2. Com a superveniência de sentença condenatória, na qual foi negado o direito de apelar em liberdade a todos os réus, inclusive o paciente, sob novos fundamentos, não subsiste a identidade de situações que poderia ensejar a extensão da ordem.

3. Pedido indeferido."



Passa-se, então, à análise da matéria posta na presente impetração.

A questão trazida a deslinde abarca o exame acerca da fundamentação empregada no encarceramento cautelar do paciente. Nesse âmbito, eis o dito pelo Juízo de origem, ao decretar a prisão provisória (fl. 46):



"(...)

In casu, na forma do art. 594, do CPP, os apenados não devem recorrer em liberdade tendo em vista suas reincidências, posto que o ilícito penal fora cometido com violência e crueldade, quer nos parecer.

Expeça-se o competente mandado de prisão aos que estiverem em liberdade, pois trata-se de réus reincidentes ao que consta no caderno criminal."



Impetrado prévio writ, o Colegiado estadual se pronunciou, na data de 25.6.2009, deste modo (fls. 125⁄128):



"O presente habeas corpus merece ser conhecido.
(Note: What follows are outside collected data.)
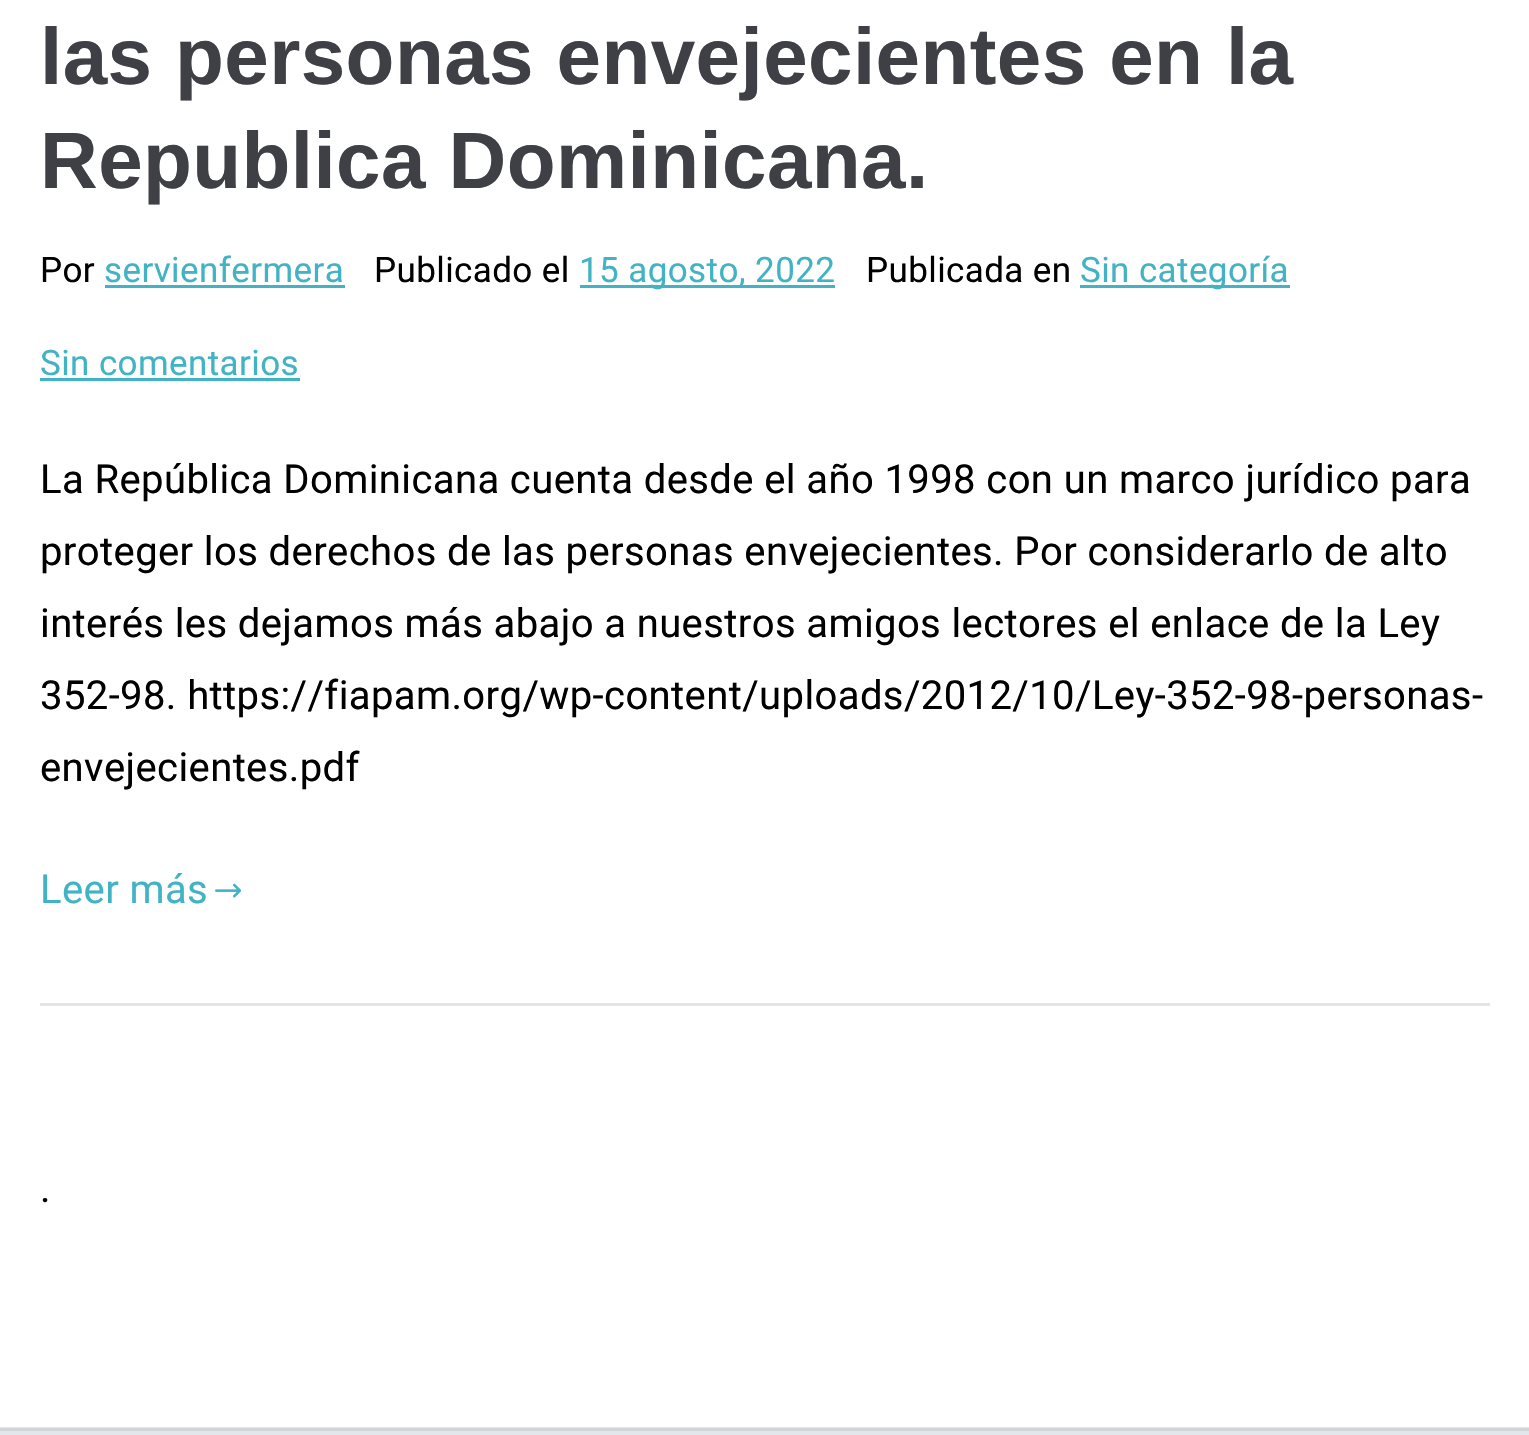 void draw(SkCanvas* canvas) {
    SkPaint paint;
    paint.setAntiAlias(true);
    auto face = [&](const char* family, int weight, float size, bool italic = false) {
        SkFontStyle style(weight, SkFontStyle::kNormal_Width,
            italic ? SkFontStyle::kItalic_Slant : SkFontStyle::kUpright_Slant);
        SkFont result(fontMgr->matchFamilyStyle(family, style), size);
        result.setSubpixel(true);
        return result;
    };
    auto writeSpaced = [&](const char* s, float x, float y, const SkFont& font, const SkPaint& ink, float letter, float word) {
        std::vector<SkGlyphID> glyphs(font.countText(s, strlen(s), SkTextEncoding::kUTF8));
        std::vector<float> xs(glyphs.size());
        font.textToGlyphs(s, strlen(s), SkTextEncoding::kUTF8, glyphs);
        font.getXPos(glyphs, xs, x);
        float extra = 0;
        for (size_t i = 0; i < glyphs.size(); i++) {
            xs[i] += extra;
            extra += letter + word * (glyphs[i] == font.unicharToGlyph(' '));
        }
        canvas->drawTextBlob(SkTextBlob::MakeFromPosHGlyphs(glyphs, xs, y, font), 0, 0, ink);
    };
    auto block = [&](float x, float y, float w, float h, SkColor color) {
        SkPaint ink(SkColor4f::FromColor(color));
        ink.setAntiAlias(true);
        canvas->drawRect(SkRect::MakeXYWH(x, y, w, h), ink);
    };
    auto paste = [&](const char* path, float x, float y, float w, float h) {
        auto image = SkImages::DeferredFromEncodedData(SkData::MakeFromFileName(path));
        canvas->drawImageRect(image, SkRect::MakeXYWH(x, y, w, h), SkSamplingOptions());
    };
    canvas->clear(SK_ColorWHITE);
    block(40, 1003, 1450, 3, SkColorSetRGB(228, 228, 231));
    auto kFont1 = face("Liberation Sans", 700, 80);
    paint.setColor(SkColorSetRGB(63, 63, 70));
    writeSpaced("las personas envejecientes en la", 40, 84, kFont1, paint, 0.4f, 0);
    writeSpaced("Republica Dominicana.", 40, 188, kFont1, paint, 0.4f, 0);
    auto kFont2 = face("Roboto", 400, 35);
    paint.setColor(SK_ColorBLACK);
    writeSpaced("Por", 40, 282, kFont2, paint, 0.4f, 0);
    paint.setColor(SkColorSetRGB(66, 179, 196));
    writeSpaced("servienfermera", 104, 282, kFont2, paint, 0.4f, 0);
    block(105, 285, 240, 3, SkColorSetRGB(66, 179, 196));
    paint.setColor(SK_ColorBLACK);
    writeSpaced("Publicado el", 374, 282, kFont2, paint, 0.4f, 0);
    block(580, 285, 255, 3, SkColorSetRGB(66, 179, 196));
    paint.setColor(SkColorSetRGB(66, 179, 196));
    writeSpaced("15 agosto, 2022", 579, 282, kFont2, paint, 0.4f, 0);
    paint.setColor(SK_ColorBLACK);
    writeSpaced("Publicada en", 866, 282, kFont2, paint, 0.4f, 0);
    block(1080, 285, 210, 3, SkColorSetRGB(66, 179, 196));
    paint.setColor(SkColorSetRGB(66, 179, 196));
    writeSpaced("Sin categoría", 1080, 282, kFont2, paint, 0.4f, 0);
    writeSpaced("Sin comentarios", 40, 375, kFont2, paint, 0.4f, 0);
    block(40, 378, 260, 3, SkColorSetRGB(66, 179, 196));
    auto kFont3 = face("Roboto", 400, 40);
    paint.setColor(SK_ColorBLACK);
    writeSpaced("La República Dominicana cuenta desde el año 1998 con un marco jurídico para", 40, 493, kFont3, paint, 0.4f, 0);
    writeSpaced("proteger los derechos de las personas envejecientes. Por considerarlo de alto", 40, 565, kFont3, paint, 0.4f, 0);
    writeSpaced("interés les dejamos más abajo a nuestros amigos lectores el enlace de la Ley", 40, 637, kFont3, paint, 0.4f, 0);
    writeSpaced("352-98. https://fiapam.org/wp-content/uploads/2012/10/Ley-352-98-personas-", 40, 709, kFont3, paint, 0.4f, 0);
    writeSpaced("envejecientes.pdf", 40, 781, kFont3, paint, 0.4f, 0);
    paint.setColor(SkColorSetRGB(66, 179, 196));
    writeSpaced("Leer más", 40, 903, kFont3, paint, 0.4f, 0);
    paste("pic1.png", 215, 883, 27, 15);
    paint.setColor(SK_ColorBLACK);
    writeSpaced(".", 40, 1202, kFont3, paint, 0.4f, 0);
    block(0, 1427, 1529, 8, SkColorSetRGB(224, 231, 237));
    block(0, 1428, 1529, 3, SkColorSetRGB(212, 212, 216));
}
No mérito, consoante será oportunamente analisado, há de ser negada a ordem.

Da análise dos autos, vê-se que o paciente foi preso em flagrante, mas, por meio do Habeas Corpus n° 86.027, o Superior Tribunal de Justiça lhe deferiu o pedido de liberdade provisória.

Sobreveio sentença em 09 de janeiro de 2008, condenando-o a 09 anos, 02 meses e 07 dias de reclusão e, nos termos do artigo 594, do Código de Processo Penal, considerando a sua reincidência, determinou o recolhimento à prisão para recorrer.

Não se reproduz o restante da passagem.